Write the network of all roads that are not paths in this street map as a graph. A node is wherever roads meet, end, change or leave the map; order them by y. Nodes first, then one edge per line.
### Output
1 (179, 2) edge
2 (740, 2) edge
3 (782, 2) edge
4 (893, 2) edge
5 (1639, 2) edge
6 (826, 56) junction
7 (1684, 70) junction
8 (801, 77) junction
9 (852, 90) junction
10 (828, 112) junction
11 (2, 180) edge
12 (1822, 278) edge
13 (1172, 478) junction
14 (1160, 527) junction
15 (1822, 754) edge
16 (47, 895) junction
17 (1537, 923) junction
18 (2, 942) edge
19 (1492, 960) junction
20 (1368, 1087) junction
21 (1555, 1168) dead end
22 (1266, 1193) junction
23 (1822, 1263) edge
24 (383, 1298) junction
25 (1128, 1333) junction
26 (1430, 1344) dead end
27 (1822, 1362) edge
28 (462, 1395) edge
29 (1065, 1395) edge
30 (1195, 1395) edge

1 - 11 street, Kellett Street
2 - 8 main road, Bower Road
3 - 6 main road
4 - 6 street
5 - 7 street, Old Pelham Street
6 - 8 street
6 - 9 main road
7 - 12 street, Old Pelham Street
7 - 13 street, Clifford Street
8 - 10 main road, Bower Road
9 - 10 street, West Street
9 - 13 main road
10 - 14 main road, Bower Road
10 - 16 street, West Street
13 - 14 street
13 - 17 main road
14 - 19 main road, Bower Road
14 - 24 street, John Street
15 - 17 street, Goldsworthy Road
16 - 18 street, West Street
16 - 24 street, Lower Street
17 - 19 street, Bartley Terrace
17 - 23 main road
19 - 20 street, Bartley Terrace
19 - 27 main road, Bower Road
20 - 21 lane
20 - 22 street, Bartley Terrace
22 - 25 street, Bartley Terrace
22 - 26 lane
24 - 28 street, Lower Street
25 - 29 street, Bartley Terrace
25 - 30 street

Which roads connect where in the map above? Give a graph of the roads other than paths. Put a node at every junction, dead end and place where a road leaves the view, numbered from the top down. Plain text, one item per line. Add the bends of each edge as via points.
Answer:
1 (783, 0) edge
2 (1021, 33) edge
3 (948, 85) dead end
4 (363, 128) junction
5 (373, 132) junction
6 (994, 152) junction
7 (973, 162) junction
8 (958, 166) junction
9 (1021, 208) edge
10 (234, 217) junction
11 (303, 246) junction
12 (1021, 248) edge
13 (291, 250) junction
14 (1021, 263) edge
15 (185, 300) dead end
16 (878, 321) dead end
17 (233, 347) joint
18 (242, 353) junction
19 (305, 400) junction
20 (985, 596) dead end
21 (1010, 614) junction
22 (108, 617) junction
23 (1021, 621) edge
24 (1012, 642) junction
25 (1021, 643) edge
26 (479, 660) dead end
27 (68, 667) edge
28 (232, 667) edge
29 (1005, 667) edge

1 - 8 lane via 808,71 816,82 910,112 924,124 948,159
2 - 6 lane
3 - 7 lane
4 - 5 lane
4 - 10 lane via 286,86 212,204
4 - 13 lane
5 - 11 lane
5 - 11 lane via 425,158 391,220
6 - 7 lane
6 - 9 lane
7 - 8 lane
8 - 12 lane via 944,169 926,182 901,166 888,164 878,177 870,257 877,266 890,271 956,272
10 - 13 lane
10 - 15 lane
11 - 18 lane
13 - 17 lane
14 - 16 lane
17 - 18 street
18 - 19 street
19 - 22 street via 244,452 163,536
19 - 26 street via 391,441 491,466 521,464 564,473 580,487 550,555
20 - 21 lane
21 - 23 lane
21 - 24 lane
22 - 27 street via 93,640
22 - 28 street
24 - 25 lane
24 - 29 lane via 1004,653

===============

◆ **What you need to do**
Show every line of the records above that contains the word "West".

◆ **Task solution**
9 - 10 street, West Street
10 - 16 street, West Street
16 - 18 street, West Street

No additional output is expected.